Discours de Ventotene

Philippe Laurette

Actualité

31 août 2024


A l’occasion du séminaire européen de formation des fédéralistes consacré au « fédéralisme en Europe et dans le monde » organisé par l’institut d’études fédéralistes « Altiero Spinelli » et la commune de Ventotene (Latina), Philippe Laurette est intervenu lors d’une table ronde.

Un grand merci pour l’invitation et le travail des organisateurs. Je suis très heureux d’intervenir en compagnie de grands européens. C’est avec beaucoup d’émotions que je reviens à Ventotene.

J’avais eu la chance de participer à plusieurs séminaires des JEF ici. Pour les jeunes présents aujourd’hui c’est une opportunité exceptionnelle :

  • d’échanger avec des jeunes de différents pays,
  •  de découvrir des cultures et des pratiques différentes,
  •  de créer des réseaux ,
  •  de s’enrichir intellectuellement,
  •  de profiter de ce beau lieu chargé d’histoire

Je pense régulièrement à Altiero Spinelli. Son enthousiasme, son combat permanent pour l’Europe et sa bienveillance avec les jeunes.

avec Joseph Borrell, Domenec Ruiz président de l’Union Européenne des Fédéralistes et Virgilio Dastoli président du Mouvement Européen Italien

J’ai eu cette chance exceptionnelle comme président de la JEF France puis délégué général du Club Victor Hugo pour les Etats Unis d’Europe d’organiser des réunions avec lui avec la JEF au Sénat à Paris et d’être présent le 14 février 1984 au Parlement européen pour le projet de traité d’Union européenne et d’organiser des réunions et échanges avec Simone Veil et d’autres grands européens. Je n’oublie pas notre ami Virgilio Dastoli son infatigable collaborateur.

Pour bien préparer l’avenir il faut connaitre l’histoire.

Comme Président de l’Association Jean Monnet il me semble important et utile de faire un point rapide mais éclairant sur les relations entre Monnet et Spinelli.  La simplification fréquente est de les opposer  dans la méthode et les idées. La réalité est  plus complexe et en fonction des périodes n’y avait-il pas besoin de l’un et de l’autre?

Spinelli et Monnet se connaissaient, se respectaient, avaient une foi européenne et étaient au service du projet européen MAIS n’avaient pas effectivement toujours la même approche.

Spinelli leader du fédéralisme européen (courant institutionnel), en faveur d’une constituante européenne, a 44 ans quand il rencontre Monnet qui a 63 ans le 4 juillet 1951. Sa stratégie est simple : établir un rapport avec Monnet et Spaak qu’il considère comme les 2 autres forces européennes actives.

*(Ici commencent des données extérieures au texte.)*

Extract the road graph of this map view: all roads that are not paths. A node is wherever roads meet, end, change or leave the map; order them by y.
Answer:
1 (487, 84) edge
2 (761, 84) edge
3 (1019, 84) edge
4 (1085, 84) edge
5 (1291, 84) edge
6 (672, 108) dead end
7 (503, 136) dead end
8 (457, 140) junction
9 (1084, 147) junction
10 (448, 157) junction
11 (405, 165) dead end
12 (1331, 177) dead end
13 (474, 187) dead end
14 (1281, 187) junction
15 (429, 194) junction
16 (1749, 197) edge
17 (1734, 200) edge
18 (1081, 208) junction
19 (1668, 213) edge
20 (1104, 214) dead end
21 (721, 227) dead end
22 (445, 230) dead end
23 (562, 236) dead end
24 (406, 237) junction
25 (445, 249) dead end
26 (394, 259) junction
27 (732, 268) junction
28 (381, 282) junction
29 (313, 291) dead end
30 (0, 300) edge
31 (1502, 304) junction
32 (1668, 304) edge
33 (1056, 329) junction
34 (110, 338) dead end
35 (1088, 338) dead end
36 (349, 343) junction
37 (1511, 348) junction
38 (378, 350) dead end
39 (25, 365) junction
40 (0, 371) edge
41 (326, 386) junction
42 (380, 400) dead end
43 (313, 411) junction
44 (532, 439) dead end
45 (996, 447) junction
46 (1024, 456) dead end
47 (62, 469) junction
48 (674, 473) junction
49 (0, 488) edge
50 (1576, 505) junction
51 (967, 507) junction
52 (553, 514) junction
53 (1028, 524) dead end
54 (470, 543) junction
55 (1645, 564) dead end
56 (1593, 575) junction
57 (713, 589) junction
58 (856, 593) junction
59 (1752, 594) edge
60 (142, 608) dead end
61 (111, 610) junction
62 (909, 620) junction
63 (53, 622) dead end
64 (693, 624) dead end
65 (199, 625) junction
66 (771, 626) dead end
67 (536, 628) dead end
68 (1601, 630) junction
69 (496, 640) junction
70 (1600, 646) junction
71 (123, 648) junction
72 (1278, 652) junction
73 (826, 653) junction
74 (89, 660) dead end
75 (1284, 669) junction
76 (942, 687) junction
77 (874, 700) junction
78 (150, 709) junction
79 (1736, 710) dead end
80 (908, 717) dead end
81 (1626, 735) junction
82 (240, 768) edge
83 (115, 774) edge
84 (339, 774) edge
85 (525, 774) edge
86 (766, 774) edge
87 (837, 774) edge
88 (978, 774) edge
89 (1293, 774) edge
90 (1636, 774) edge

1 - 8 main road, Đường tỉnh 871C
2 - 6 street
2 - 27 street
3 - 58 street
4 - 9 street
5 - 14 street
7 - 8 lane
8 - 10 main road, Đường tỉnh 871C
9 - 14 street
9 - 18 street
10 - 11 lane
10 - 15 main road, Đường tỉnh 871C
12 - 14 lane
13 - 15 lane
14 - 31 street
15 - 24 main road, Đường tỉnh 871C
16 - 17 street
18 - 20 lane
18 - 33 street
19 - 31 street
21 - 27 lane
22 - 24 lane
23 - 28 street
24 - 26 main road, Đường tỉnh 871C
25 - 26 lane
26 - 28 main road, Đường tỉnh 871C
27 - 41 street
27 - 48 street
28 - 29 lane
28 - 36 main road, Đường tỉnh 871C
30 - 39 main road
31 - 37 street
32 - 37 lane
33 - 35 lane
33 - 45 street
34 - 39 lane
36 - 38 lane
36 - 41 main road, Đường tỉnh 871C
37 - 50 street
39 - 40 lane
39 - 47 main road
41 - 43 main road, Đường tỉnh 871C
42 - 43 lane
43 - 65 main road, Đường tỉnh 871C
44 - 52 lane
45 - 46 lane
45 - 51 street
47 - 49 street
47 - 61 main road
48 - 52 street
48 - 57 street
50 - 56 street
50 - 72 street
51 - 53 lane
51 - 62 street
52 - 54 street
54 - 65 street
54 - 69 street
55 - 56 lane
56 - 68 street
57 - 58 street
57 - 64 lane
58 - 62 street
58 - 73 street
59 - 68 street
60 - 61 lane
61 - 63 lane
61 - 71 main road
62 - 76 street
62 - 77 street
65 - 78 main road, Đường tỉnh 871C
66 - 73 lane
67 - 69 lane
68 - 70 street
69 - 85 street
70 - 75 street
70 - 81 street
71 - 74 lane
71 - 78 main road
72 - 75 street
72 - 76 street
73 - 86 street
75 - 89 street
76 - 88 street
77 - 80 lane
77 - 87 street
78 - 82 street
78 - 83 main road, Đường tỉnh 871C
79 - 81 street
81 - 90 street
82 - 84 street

Monnet a un entretien important avec lui en juillet 52. Il apprécie les qualités d’écriture de Spinelli et lui demande d’écrire le discours d’ouverture de la haute autorité de la CECA et de diriger le bureau de presse et d’information (en fait écrire les discours de Monnet).

Spinelli est intéressé par la collaboration avec Monnet mais ne veut pas devenir fonctionnaire européen et souhaite travailler en indépendance. Ses relations avec les collaborateurs de Jean Monnet ne sont pas bonnes (Berthoin,  Uri). Forme de jalousie qui laissera des traces ?

Les différences:

Spinelli pense que Monnet doit être l’animateur du parti européen dont l’action est de favoriser la création d’une fédération européenne. Il est prêt à le soutenir mais Monnet est un inspirateur. Sa vocation est de convaincre et d’organiser, pas de créer un pouvoir pour lui-même.

 L’objectif de Monnet en février 1955 est « l’unité des peuples européens réunis dans les Etats Unis d’Europe, un processus de changement à long terme par la volonté des hommes mais aussi la sagesse des institutions ».

Un malentendu s’installe.

Jean Monnet est favorable de la politique des petits pas. Tandis que pour Spinelli, il faut avoir des jambes (fin de l’unanimité ) et après on verra la taille des pas.

Jean Monnet n’est pas pas favorable à une nouvelle initiative en faveur de la constituante européenne. Pendant qu’il élabore l’idée d’EURATOM, Spinelli élabore un plan d’action pour les Etats Unis d’Europe. Il est déçu par l’Euratom et le marché commun.

Spinelli renouera son amitié avec Monnet dans les années 60 mais il considère que ses conversations avec lui ont été un stimulant important pour son mûrissement intellectuel et politique.

Quelques enseignements pour ma conclusion :

  • ne jamais abandonner après un échec
  • être pragmatique
  • rassembler et élargir
  • respecter les sensibilités
  • avoir de la méthode

J’invite à lire l’excellent livre de Maria Grazia Melchionni paru à la Fondation Jean Monnet de Lausanne.